The results… [ Meths : Water ]
- 1 : 1 The meths-water mixture would not ignite even at an ambient temperature of about 40 deg C
- 1.5 : 1 The mixture ignited but burned mostly in the fuel well. there wasn’t enough fuel vaporizing to power the burner
- 2 : 1 Like above, there wasn’t enough fuel vaporizing to produce jetting, but intermittent jetting happened towards the end of the burn cycle as the Trangia burner heated up
- 2.5 : 1 Took some time for the jetting to begin, and started off with a nice blue flame, but turned into a gentle yellow flame which stayed the same even after the burner was too hot to touch. Ideal mixture at a room temperature of 40 deg C and strong enough not to go out even when I pointed my pedestal fan at it .(at its lowest speed)
- 3 : 1 Jets faster than the above mixture, but emits a tall yellow flame… although, it was not tested long enough, it is possible, that the flame would have got larger as the burner further heated up and vaporized more of the meths. There was no point in further testing as the previous 2.5 : 1 mixture proved ideal.
The ideal 2.5:1 mixture needs to be tested at various ambient temperatures. I suppose it will take too long to jet at cooler temperatures and hence increase the cooking time. I’m traveling to Landour, Mussoorie on work tomorrow. Next weekend a few friends plan to camp somewhere in the hills. It should be at least 50% cooler than Delhi and probably raining. Good place to conduct additional tests. Will post the results on my return.Caution: Check with the authorities before traveling whether you can carry meths with you in India. It is generally forbidden to carry any kind of inflammable goods in public transport whether by bus, train or air…. I still do, because I carry it in Trangias TUV certified safety bottle, but that won’t help me if I’m caught…

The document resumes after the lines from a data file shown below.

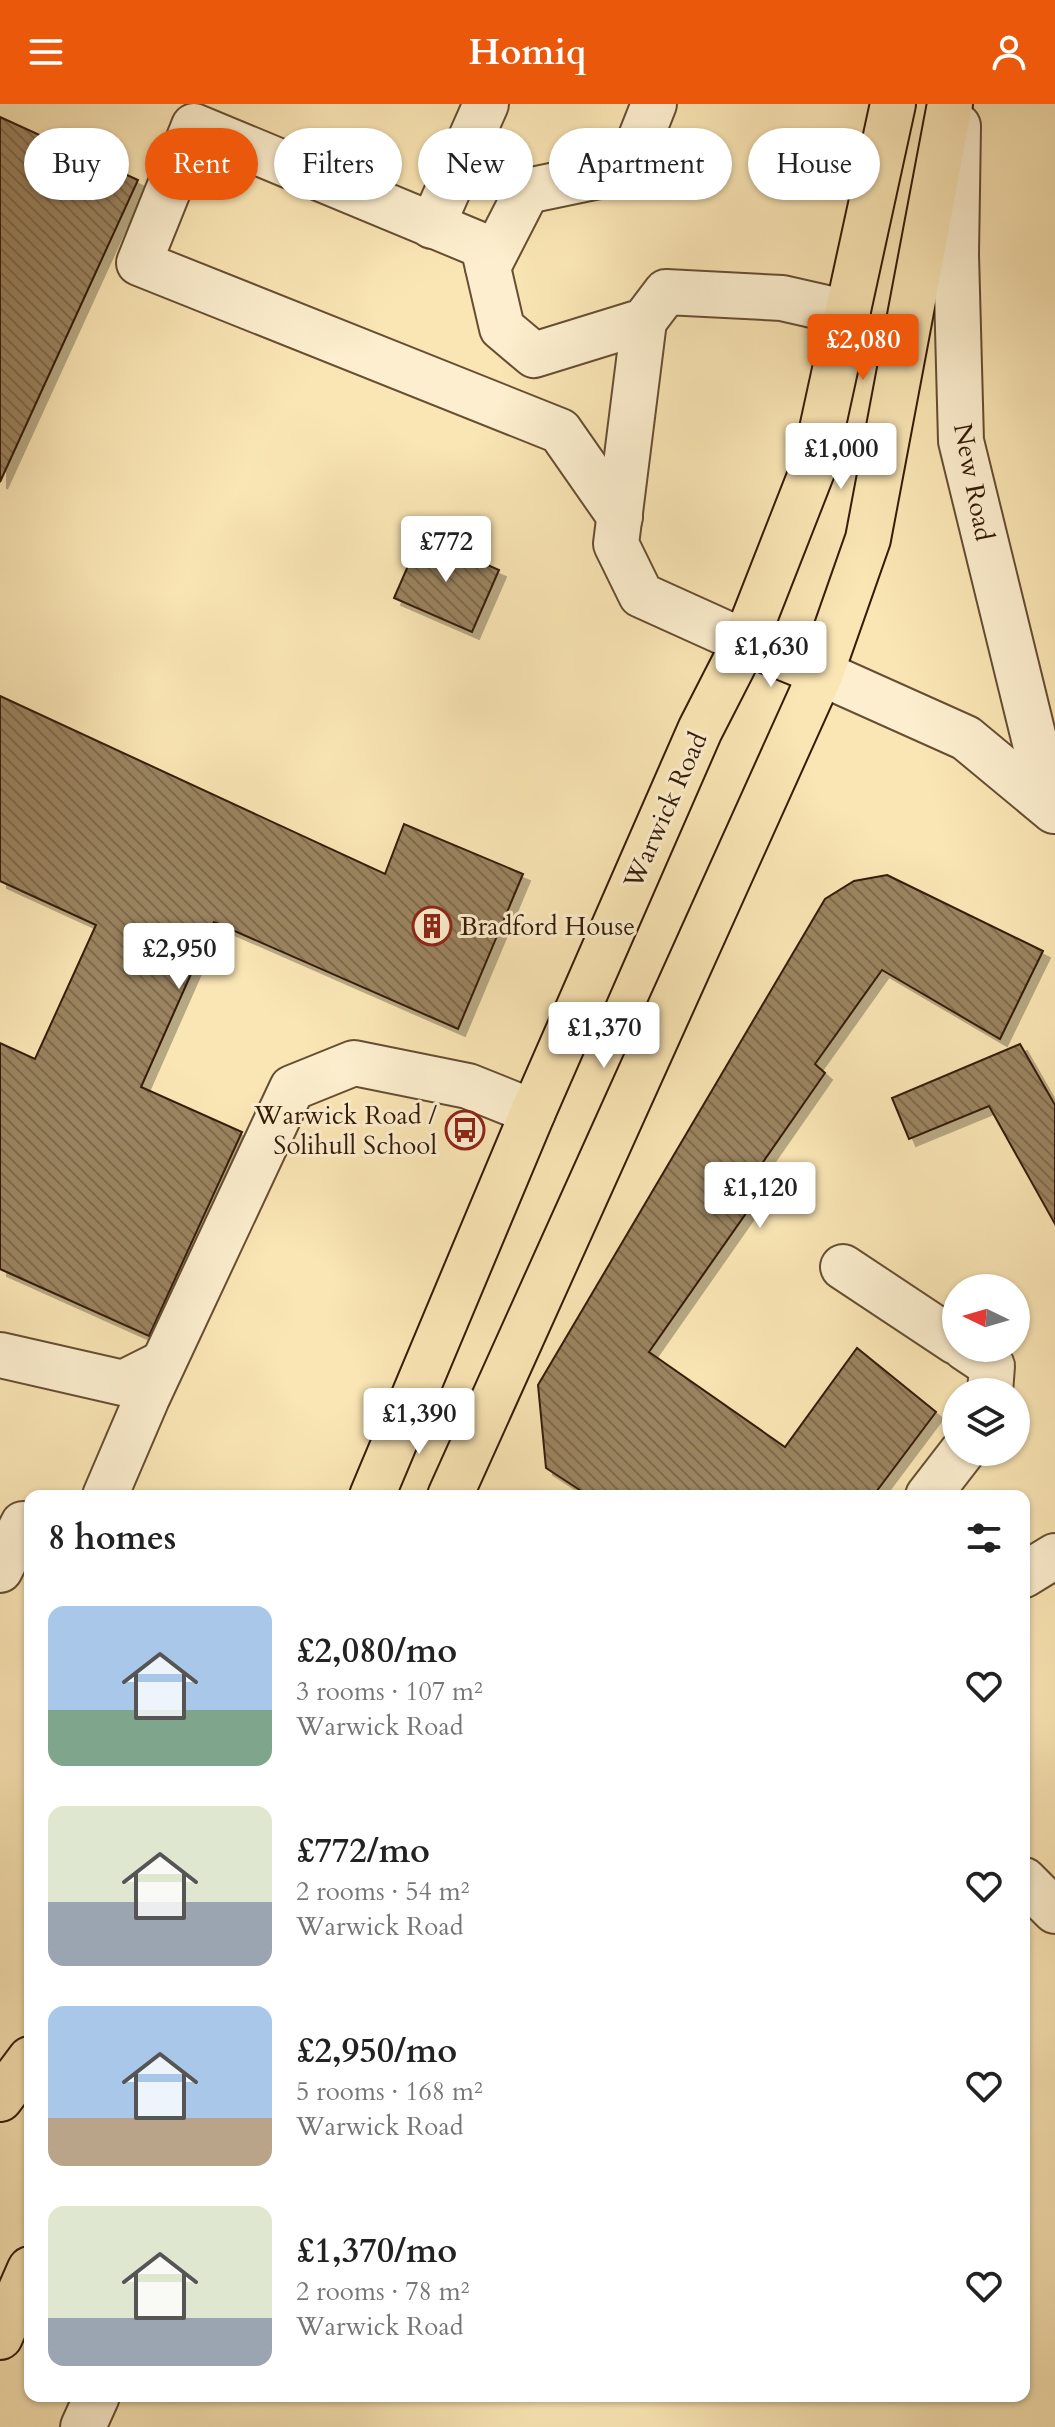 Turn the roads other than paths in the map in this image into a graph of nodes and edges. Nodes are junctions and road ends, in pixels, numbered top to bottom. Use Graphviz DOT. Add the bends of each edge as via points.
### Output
graph roads {
  1 [pos="486,104"];
  2 [pos="654,104"];
  3 [pos="876,104"];
  4 [pos="893,104"];
  5 [pos="950,104"];
  6 [pos="958,104"];
  7 [pos="432,226"];
  8 [pos="488,267"];
  9 [pos="848,313"];
  10 [pos="644,321"];
  11 [pos="620,517"];
  12 [pos="745,642"];
  13 [pos="821,673"];
  14 [pos="1052,808"];
  15 [pos="533,1112"];
  16 [pos="843,1267"];
  17 [pos="942,1333"];
  18 [pos="0,1355"];
  19 [pos="163,1363"];
  20 [pos="951,1466"];
  21 [pos="392,1489"];
  22 [pos="108,1490"];
  23 [pos="453,1490"];
  24 [pos="933,1490"];
  25 [pos="24,1524"];
  26 [pos="1055,1556"];
  27 [pos="0,1570"];
  28 [pos="1030,1571"];
  29 [pos="1030,1886"];
  30 [pos="1055,1911"];
  31 [pos="24,2067"];
  32 [pos="0,2099"];
  33 [pos="24,2260"];
  34 [pos="0,2281"];
  35 [pos="24,2283"];
  36 [pos="0,2337"];
  37 [pos="94,2402"];
  38 [pos="83,2427"];
  1 -- 7 [label="street"];
  2 -- 8 [label="street" via="628,170 527,191"];
  3 -- 9 [label="main road"];
  4 -- 9 [label="main road, Warwick Road"];
  5 -- 13 [label="main road" via="868,539"];
  6 -- 14 [label="street, New Road" via="961,441"];
  7 -- 8 [label="street" via="483,246"];
  7 -- 11 [label="street" via="194,126 139,263 560,431"];
  8 -- 10 [label="street" via="502,328 534,355"];
  9 -- 10 [label="street" via="782,298 666,292"];
  9 -- 12 [label="main road, Warwick Road" via="814,466"];
  10 -- 11 [label="street"];
  11 -- 12 [label="street" via="616,544 641,595"];
  12 -- 13 [label="main road"];
  12 -- 15 [label="main road, Warwick Road" via="700,730"];
  13 -- 14 [label="street, New Road" via="966,738"];
  13 -- 23 [label="main road"];
  15 -- 19 [label="street" via="468,1086 354,1063 292,1088"];
  15 -- 21 [label="main road, Warwick Road"];
  16 -- 17 [label="street"];
  18 -- 19 [label="street" via="123,1383"];
  19 -- 22 [label="street"];
  20 -- 24 [label="street"];
  25 -- 27 [label="street"];
  26 -- 28 [label="street"];
  29 -- 30 [label="street"];
  31 -- 32 [label="main road"];
  33 -- 34 [label="main road"];
  35 -- 36 [label="main road"];
  37 -- 38 [label="street"];
}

26th July 2010Finally managed to test the 2.5:1 mixture at Landour in Musoorie. This was done close to the highest point of Landour (Lal Tibba) at an ambient temperature of 18 to 20 deg Celsius. It was the monsoon season and clouds were passing through the air. It did ignite here, but as a meth flame isn’t easily visible in the sunlight, I had to redo the test in my room at Landour Community Hospital. As expected, the burner took more than 15 minutes before finally jetting which is not acceptable, so a 3:1 mixture would probably have been more suitable. In the winters when it snows here, I’d probably need 4:1 or use undiluted meths. So there is no ideal mixture here. I will have to keep a chart of the temperatures and ratios.
22nd August 2010
I was lucky to be able to get this picture. On the left is the medical/surgical spirit that is available to hospitals and medical practitioners for their use (For about Rs. 70/- or so per liter [at wholesale rates]) I think this is the spirit available overseas which is sold as meths. I remember other bloggers in the UK writing about blue meths. Next to the can of blue meths, is a bottle of white spirit. This is probably 100% Ethanol and as clear as water. It can be allegedly drunk after being filtered through charcoal and is also what booze companies use to blend with whiskey. I also heard a story of someone caught in Bangalore (now Bengaluru) selling “Brandy” which was actually black tea mixed with this stuff. This should be very hard (and illegal) to obtain. You would need the right connections to obtain this stuff. It would be lovely for burning though! This bottle came for a government funded medical project. I’m sure there are a lot of unscrupulous fellows siphoning this off to local bootleggers as there would be definitely “good” money in this. Sometime in the future, I must try my hand at distilling my inferior yellow meths and see whether I can get white spirit good enough to burn… I suspect, using what I currently use would block my Trangia burner with sediments in the long run!